The breathless article revealed that he rented the chipmunk, penguin and dog costumes at - oh, dear - "taxpayers' expense." Three students wore the outfits at the event to tempt kids to come out and learn to skate. The cost: $439.50.

A stern editorial reminded the Mr. Heaps that while Scarborough families may have loved the event, "taxpayers of the city don't love paying for it." From the tone of the whole thing, you would have thought that Mr. Heaps had dipped into the widows' fund to pay for a trip to Vegas. Instead, he was using his $53,000 office budget just as it was intended: to do nice and useful things for his constituents.

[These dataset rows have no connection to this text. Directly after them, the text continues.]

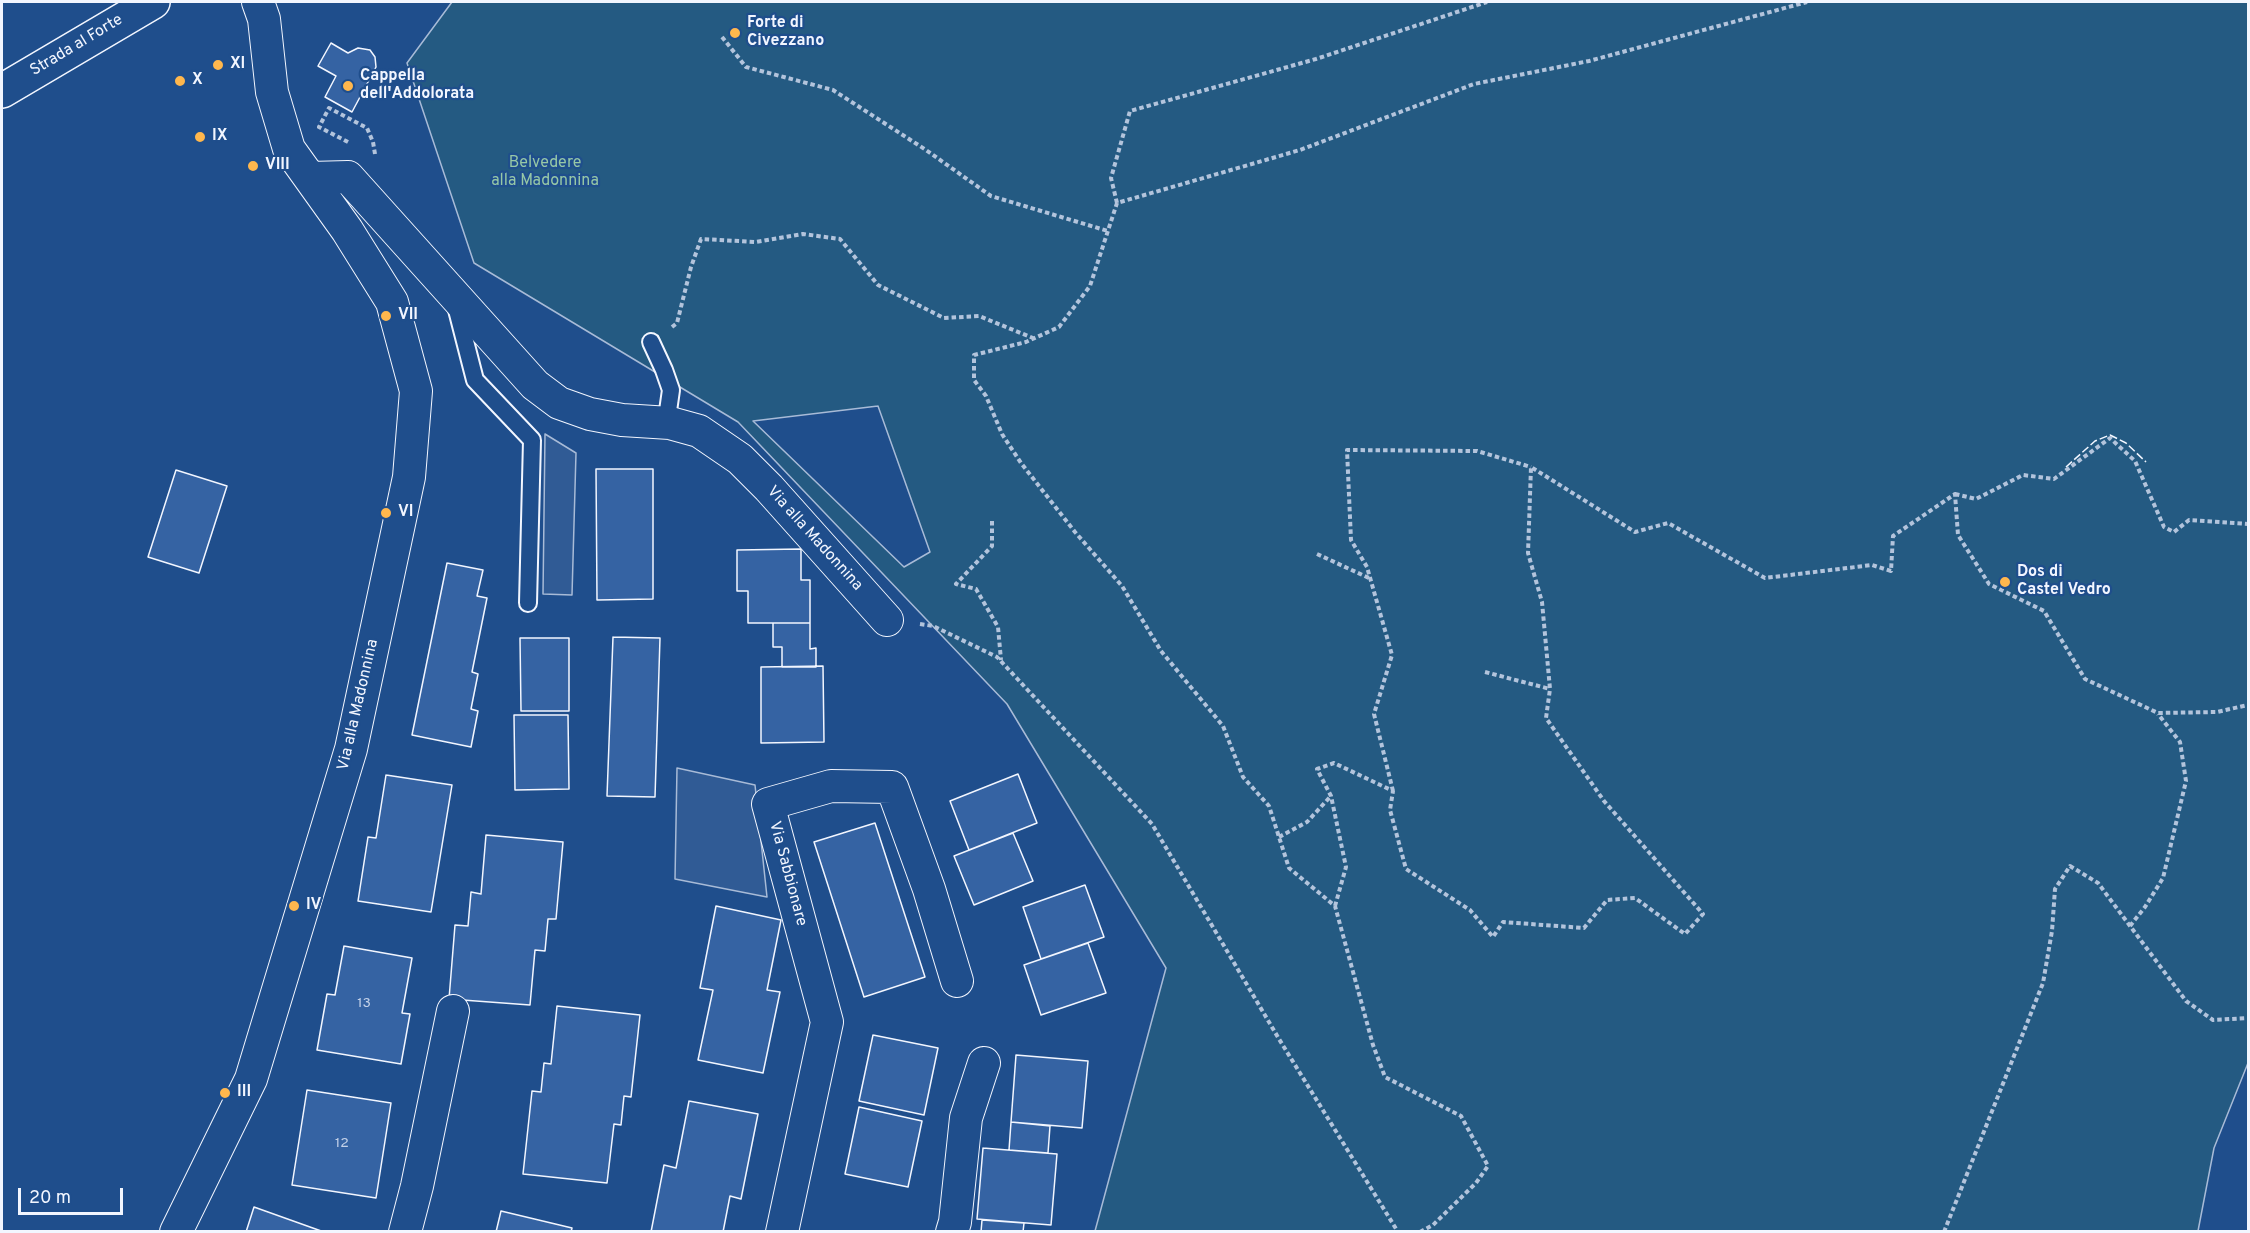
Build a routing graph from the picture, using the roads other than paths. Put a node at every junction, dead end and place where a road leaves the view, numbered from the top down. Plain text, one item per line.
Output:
1 (153, 2) edge
2 (258, 2) edge
3 (2, 91) edge
4 (310, 178) junction
5 (453, 293) junction
6 (651, 342) road end
7 (659, 422) junction
8 (528, 603) dead end
9 (887, 620) road end
10 (957, 981) dead end
11 (453, 1011) dead end
12 (984, 1063) dead end
13 (176, 1232) edge
14 (405, 1232) edge
15 (782, 1232) edge
16 (952, 1232) edge

1 - 3 street, Strada al Forte
2 - 4 street, Via alla Madonnina
4 - 5 street, Via alla Madonnina
4 - 13 street, Via alla Madonnina
5 - 7 street, Via alla Madonnina
5 - 8 lane
6 - 7 lane
7 - 9 street, Via alla Madonnina
10 - 15 street, Via Sabbionare
11 - 14 street
12 - 16 street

City Hall may have big money worries, but not because councillors are squandering public money on expenses. To the contrary, the city's expense regime is one of the tightest around.

Councillors have to report all their expenses, invoice by invoice, and have them posted online for scrutiny. They are prohibited from taking money from developers or other companies to pay for community events, which is one reason why Mr. Heaps has to pay for chipmunk suits from his office budget. Those budgets are being cut by 5 per cent this year as the city tries to hold the line on costs.

Some critics say that councillors perpetuate themselves in office by handing out office-budget money to community groups. But a lot of the money goes to food banks or girls' hockey teams or local choirs, not exactly the sort to bus in voters to re-elect a councillor on election day. Much of the rest goes for newsletters, constituency offices and other ways that councillors keep in touch with the folks.

TTC deputy chair Joe Mihevc says he is proud of the fact that he spends most of his office budget and always ranks among the top 10 spenders among 44 city councillors. It means he's doing his job. The councillors who should be getting the heat are the ones (hello, Rob Ford) who don't spend their office budgets. What, exactly, are they doing?

Yet critics like Mr. Ford insist on making Everests out of molehills. Remember Adam Vaughan's $281 office espresso machine? Sandra Bussin's $205 Easter-parade bunny suit? This year, budget chief Shelley Carroll got a mention for the $309.75 she spent for a reptile show in her ward that entertained hundreds of kids. Should we feed her to the python for her sins?

Etobicoke's Mr. Ford has fashioned a career out of chiding his fellow councillors over their supposed extravagance. If, as rumoured, he announces a run for mayor this week, councillor expenses could become a big issue in the election campaign.

They shouldn't be. The city has bigger chipmunks to fry.